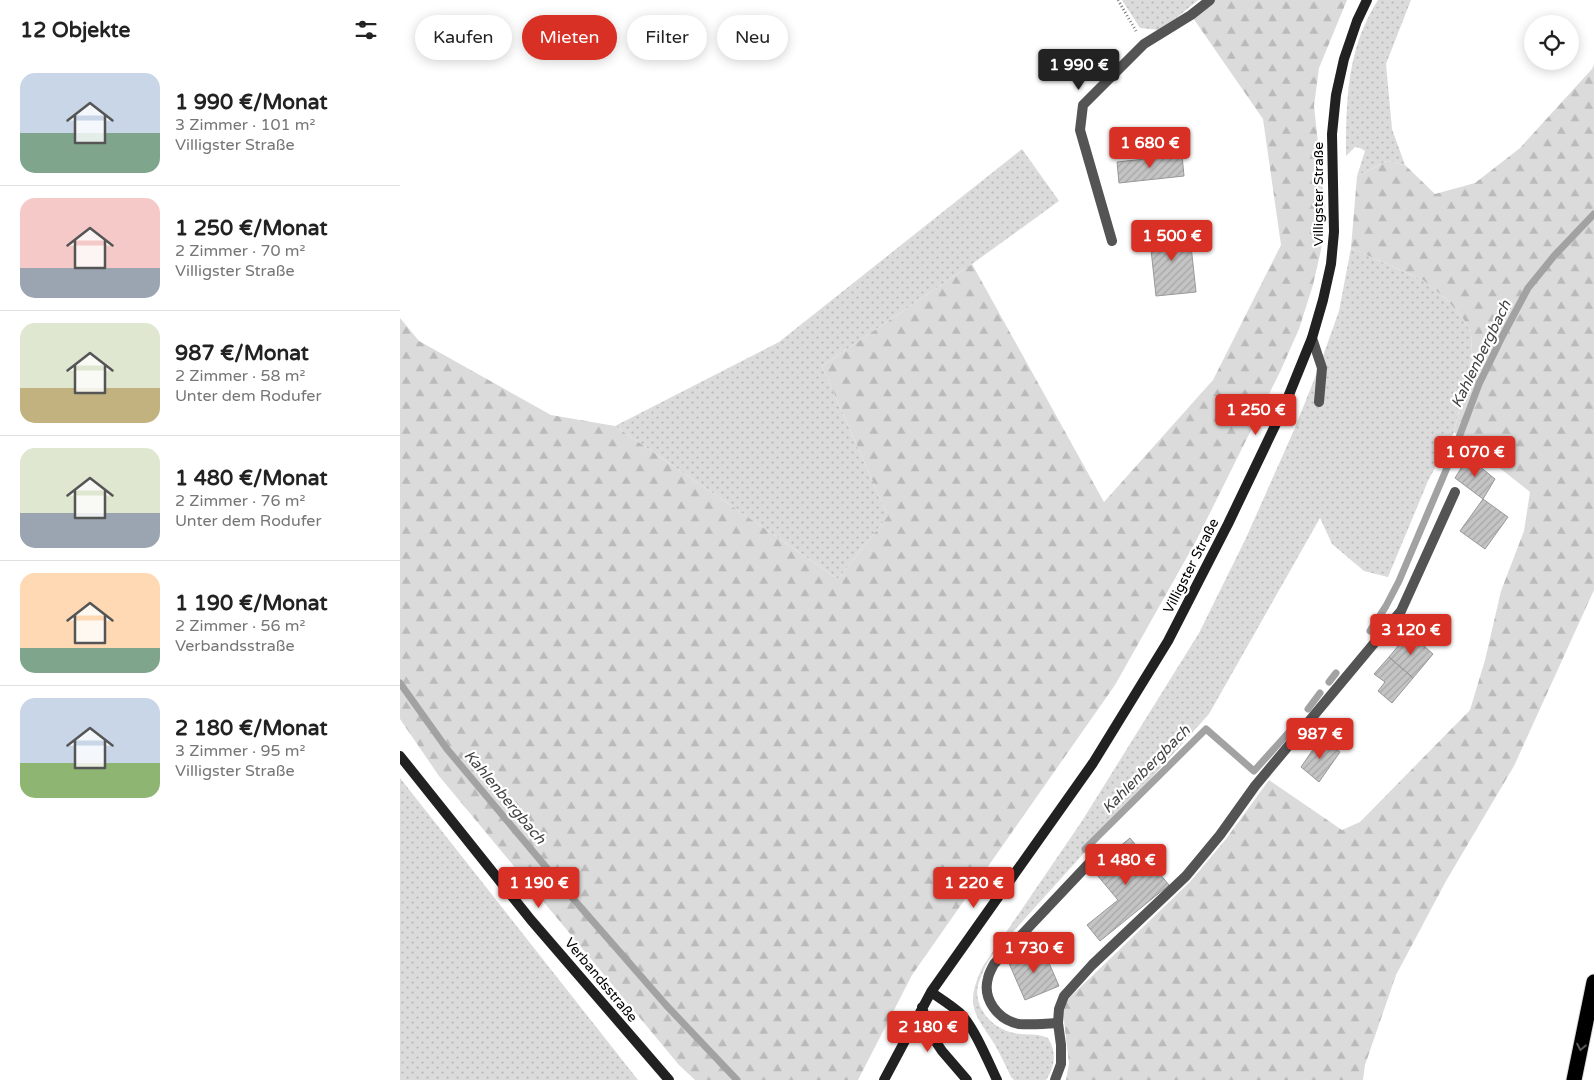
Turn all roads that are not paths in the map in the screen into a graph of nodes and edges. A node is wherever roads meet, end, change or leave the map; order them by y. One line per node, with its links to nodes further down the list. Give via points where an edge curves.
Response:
1 (1210, 0): 3 (street, via 1144,44 1083,105 1080,130)
2 (1368, 0): 4 (main road, Villigster Straße, via 1344,59 1336,95 1332,134 1334,232 1331,264)
3 (1112, 241)
4 (1312, 338): 5 (street, via 1322,368); 10 (main road, Villigster Straße, via 1284,407 1168,641 1092,763)
5 (1319, 402)
6 (1455, 492): 12 (street, via 1401,611 1255,786 1186,876 1064,996)
7 (400, 756): 13 (main road, Verbandsstraße, via 531,920)
8 (1096, 856): 12 (street, via 994,964 987,979 987,997 1005,1019 1018,1024)
9 (1594, 982): 18 (highway, one-way to 18)
10 (931, 992): 11 (main road, Villigster Straße); 16 (main road, via 962,1015)
11 (922, 1007): 14 (main road, Villigster Straße); 15 (main road, via 930,1033)
12 (1058, 1023): 17 (street, via 1061,1064)
13 (669, 1080)
14 (884, 1080)
15 (967, 1080)
16 (997, 1080)
17 (1055, 1080)
18 (1574, 1080)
== == ==
■ **ACTIVITY**:
Output each entry verbatim; none of the pictures should be included.

■ **ANSWER TO THIS PROBLEM**:
Turn all roads that are not paths in the map in the screen into a graph of nodes and edges. A node is wherever roads meet, end, change or leave the map; order them by y. One line per node, with its links to nodes further down the list. Give via points where an edge curves.
Response:
1 (1210, 0): 3 (street, via 1144,44 1083,105 1080,130)
2 (1368, 0): 4 (main road, Villigster Straße, via 1344,59 1336,95 1332,134 1334,232 1331,264)
3 (1112, 241)
4 (1312, 338): 5 (street, via 1322,368); 10 (main road, Villigster Straße, via 1284,407 1168,641 1092,763)
5 (1319, 402)
6 (1455, 492): 12 (street, via 1401,611 1255,786 1186,876 1064,996)
7 (400, 756): 13 (main road, Verbandsstraße, via 531,920)
8 (1096, 856): 12 (street, via 994,964 987,979 987,997 1005,1019 1018,1024)
9 (1594, 982): 18 (highway, one-way to 18)
10 (931, 992): 11 (main road, Villigster Straße); 16 (main road, via 962,1015)
11 (922, 1007): 14 (main road, Villigster Straße); 15 (main road, via 930,1033)
12 (1058, 1023): 17 (street, via 1061,1064)
13 (669, 1080)
14 (884, 1080)
15 (967, 1080)
16 (997, 1080)
17 (1055, 1080)
18 (1574, 1080)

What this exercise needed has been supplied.